Collected data entries:
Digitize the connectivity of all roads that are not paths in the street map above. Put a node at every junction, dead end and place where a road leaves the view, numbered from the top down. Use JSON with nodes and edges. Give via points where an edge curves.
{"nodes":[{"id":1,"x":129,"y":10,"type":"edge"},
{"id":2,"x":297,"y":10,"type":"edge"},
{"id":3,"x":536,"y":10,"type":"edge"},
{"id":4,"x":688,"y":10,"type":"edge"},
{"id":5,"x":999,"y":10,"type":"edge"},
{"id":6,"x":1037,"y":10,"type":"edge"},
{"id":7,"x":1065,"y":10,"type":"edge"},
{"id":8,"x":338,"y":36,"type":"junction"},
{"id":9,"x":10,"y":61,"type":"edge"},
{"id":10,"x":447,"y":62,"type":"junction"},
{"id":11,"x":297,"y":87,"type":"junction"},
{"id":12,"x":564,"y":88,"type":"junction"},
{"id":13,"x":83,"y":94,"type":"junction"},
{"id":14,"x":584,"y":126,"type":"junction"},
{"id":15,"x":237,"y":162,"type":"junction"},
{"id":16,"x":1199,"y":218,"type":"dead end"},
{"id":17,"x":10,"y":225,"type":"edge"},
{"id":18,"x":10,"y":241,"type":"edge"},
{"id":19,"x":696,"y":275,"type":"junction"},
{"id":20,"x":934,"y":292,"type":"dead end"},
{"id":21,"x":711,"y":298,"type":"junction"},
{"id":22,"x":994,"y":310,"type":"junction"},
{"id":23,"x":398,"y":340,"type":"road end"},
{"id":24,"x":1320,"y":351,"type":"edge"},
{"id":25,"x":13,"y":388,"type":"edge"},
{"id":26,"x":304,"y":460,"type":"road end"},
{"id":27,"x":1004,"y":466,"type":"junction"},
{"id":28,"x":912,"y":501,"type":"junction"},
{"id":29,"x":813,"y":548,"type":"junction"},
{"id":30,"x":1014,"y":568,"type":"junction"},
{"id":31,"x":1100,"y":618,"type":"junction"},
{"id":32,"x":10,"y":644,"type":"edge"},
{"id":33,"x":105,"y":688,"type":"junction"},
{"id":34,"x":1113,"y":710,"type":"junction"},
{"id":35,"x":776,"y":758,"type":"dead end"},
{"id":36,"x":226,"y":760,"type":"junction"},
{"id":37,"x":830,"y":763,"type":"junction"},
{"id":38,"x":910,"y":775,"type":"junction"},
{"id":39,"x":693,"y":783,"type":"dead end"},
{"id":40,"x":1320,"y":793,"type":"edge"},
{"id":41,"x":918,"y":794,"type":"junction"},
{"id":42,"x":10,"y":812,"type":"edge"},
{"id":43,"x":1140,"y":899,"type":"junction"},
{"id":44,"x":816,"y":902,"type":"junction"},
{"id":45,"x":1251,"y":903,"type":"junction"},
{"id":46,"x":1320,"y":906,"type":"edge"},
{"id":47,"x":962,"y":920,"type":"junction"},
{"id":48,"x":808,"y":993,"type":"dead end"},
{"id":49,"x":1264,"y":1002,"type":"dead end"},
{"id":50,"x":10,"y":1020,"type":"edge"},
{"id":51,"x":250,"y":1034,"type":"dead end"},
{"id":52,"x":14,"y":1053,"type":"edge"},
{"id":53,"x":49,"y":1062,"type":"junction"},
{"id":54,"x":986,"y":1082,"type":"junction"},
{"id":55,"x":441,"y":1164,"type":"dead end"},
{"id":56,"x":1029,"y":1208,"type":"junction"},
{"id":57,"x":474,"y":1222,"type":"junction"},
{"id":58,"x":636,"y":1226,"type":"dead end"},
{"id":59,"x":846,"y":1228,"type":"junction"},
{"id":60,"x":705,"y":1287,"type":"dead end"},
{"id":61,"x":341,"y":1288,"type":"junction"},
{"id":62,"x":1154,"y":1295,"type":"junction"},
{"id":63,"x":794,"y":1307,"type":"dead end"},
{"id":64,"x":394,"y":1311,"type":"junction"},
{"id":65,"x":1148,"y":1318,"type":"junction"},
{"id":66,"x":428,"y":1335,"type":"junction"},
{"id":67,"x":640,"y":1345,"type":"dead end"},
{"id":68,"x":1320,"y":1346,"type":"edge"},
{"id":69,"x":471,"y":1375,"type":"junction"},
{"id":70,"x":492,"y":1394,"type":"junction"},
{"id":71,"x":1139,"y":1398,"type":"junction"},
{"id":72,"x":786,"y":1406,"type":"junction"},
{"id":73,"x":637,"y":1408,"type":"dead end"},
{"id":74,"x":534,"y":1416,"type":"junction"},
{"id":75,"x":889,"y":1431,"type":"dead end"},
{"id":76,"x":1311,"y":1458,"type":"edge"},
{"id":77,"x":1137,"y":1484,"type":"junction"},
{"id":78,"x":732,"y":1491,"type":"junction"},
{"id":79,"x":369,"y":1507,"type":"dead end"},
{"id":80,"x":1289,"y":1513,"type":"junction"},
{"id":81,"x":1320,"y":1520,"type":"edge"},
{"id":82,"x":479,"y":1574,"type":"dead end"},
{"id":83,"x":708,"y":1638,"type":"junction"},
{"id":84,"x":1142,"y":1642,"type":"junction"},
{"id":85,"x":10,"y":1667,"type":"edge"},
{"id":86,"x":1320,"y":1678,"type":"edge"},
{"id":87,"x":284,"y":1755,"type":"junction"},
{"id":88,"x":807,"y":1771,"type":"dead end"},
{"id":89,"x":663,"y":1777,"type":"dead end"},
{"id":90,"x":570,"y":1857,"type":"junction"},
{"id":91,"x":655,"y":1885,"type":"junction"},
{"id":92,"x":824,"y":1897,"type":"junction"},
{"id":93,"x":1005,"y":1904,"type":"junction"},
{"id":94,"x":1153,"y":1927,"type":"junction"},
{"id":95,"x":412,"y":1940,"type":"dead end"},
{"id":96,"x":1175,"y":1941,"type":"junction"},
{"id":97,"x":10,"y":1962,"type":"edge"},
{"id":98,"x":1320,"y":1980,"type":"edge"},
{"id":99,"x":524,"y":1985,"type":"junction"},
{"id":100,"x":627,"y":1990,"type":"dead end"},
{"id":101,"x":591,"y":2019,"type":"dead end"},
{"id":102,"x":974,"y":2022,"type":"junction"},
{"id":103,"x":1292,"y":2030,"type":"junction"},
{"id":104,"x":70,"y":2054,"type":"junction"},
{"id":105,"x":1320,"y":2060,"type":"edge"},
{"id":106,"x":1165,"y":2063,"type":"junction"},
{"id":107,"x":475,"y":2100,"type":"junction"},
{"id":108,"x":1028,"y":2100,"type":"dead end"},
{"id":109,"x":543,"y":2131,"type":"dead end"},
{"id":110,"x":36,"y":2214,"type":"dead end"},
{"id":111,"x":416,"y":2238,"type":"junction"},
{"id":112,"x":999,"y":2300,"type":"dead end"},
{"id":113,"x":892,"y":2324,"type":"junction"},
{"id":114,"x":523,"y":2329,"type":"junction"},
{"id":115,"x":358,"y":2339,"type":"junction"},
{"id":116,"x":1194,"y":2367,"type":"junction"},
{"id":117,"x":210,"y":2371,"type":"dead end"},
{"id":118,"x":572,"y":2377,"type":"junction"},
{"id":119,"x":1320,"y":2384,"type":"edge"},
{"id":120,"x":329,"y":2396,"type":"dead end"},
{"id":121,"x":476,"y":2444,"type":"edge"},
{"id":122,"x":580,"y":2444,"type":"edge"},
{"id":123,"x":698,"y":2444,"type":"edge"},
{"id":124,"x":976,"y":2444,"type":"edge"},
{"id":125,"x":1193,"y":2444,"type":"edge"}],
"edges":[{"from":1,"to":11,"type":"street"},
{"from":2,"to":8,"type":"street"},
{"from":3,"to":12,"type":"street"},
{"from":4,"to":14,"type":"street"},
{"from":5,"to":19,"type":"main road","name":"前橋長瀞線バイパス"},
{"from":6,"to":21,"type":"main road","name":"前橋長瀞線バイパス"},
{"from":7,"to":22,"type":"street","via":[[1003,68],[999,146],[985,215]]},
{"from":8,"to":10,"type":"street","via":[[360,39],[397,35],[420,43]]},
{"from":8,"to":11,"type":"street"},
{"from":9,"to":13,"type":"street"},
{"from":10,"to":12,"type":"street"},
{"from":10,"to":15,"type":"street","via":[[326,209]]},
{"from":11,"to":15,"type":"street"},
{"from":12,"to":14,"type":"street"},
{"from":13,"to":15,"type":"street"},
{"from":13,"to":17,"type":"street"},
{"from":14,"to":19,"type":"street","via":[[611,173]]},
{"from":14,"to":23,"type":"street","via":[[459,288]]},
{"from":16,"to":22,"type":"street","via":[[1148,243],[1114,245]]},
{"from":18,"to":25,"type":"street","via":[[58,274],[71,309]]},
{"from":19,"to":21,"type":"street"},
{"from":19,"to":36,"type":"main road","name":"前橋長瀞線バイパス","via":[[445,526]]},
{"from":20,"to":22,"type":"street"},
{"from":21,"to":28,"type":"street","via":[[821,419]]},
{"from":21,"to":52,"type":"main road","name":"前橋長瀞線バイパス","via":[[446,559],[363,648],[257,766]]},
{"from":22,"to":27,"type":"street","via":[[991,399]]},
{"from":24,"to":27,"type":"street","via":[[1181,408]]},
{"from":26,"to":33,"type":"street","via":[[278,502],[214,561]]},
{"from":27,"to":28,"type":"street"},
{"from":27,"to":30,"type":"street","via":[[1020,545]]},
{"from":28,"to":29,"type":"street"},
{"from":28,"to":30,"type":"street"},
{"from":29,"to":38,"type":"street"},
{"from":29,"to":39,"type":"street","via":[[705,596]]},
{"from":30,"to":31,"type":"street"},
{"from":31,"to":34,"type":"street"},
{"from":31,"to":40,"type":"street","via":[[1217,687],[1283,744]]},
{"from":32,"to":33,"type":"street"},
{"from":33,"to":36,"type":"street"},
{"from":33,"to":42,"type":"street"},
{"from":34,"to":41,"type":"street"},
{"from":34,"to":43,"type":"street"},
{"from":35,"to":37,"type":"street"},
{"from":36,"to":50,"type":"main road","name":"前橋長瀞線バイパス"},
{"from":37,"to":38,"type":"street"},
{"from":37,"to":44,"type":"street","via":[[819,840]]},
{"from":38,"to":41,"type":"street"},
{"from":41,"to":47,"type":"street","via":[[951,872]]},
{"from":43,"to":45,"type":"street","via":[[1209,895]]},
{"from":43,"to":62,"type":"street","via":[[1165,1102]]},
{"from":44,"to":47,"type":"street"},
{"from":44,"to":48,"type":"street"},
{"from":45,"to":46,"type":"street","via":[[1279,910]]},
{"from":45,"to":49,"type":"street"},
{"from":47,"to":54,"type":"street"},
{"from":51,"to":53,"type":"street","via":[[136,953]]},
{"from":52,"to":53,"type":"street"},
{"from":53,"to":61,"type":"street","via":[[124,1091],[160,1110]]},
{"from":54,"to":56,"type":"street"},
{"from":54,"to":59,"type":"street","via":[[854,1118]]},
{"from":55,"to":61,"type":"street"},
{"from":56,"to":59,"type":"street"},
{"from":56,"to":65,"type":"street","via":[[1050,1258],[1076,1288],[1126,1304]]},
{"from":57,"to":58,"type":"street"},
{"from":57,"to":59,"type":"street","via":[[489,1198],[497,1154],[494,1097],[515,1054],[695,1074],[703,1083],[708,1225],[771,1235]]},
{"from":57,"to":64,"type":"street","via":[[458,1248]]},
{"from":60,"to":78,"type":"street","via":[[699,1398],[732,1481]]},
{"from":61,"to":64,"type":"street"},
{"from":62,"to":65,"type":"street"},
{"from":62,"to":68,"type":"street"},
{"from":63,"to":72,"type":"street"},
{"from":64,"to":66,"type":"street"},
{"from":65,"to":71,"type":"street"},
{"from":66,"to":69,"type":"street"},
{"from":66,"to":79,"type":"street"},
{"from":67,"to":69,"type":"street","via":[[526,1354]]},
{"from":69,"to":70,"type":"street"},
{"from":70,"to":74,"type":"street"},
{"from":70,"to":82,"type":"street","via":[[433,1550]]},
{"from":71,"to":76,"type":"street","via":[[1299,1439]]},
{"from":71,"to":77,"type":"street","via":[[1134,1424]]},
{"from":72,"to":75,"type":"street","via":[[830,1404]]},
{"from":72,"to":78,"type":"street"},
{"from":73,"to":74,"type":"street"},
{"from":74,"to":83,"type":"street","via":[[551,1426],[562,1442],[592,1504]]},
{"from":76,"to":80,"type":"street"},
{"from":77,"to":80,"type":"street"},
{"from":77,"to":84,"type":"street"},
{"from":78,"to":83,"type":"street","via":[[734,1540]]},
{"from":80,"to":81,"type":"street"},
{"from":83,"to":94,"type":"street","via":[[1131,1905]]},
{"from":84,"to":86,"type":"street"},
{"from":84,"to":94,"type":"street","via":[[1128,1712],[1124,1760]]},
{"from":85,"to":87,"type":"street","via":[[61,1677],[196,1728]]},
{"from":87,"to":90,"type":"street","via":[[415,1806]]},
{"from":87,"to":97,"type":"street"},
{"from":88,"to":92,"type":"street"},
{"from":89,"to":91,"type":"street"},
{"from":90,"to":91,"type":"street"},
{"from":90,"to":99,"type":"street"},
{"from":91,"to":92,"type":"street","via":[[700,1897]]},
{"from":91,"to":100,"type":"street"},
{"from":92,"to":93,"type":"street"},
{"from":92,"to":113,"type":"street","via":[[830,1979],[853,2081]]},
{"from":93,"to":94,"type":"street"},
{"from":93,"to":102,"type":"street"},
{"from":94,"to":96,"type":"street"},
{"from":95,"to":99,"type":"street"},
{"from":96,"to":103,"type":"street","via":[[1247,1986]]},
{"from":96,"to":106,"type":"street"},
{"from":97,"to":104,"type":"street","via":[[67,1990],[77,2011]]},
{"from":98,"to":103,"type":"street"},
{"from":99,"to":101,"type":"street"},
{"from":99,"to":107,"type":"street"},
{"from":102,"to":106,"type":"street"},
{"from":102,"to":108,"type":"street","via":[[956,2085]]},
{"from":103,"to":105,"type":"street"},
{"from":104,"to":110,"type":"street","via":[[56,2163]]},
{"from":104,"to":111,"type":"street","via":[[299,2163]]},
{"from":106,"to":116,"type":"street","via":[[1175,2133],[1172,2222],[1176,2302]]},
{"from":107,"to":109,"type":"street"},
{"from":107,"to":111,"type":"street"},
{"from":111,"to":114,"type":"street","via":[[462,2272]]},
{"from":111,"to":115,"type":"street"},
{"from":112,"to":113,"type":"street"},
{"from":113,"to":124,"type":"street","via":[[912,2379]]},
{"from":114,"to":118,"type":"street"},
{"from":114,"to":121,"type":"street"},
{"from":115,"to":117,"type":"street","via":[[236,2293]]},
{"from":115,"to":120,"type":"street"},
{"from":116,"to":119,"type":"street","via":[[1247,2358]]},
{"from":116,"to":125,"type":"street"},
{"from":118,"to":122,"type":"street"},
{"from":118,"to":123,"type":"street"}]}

§ **Problem details**
Please return every line in the data that includes the string "前橋長瀞線バイパス".

§ **Solution**
{"from":5,"to":19,"type":"main road","name":"前橋長瀞線バイパス"},
{"from":6,"to":21,"type":"main road","name":"前橋長瀞線バイパス"},
{"from":19,"to":36,"type":"main road","name":"前橋長瀞線バイパス","via":[[445,526]]},
{"from":21,"to":52,"type":"main road","name":"前橋長瀞線バイパス","via":[[446,559],[363,648],[257,766]]},
{"from":36,"to":50,"type":"main road","name":"前橋長瀞線バイパス"},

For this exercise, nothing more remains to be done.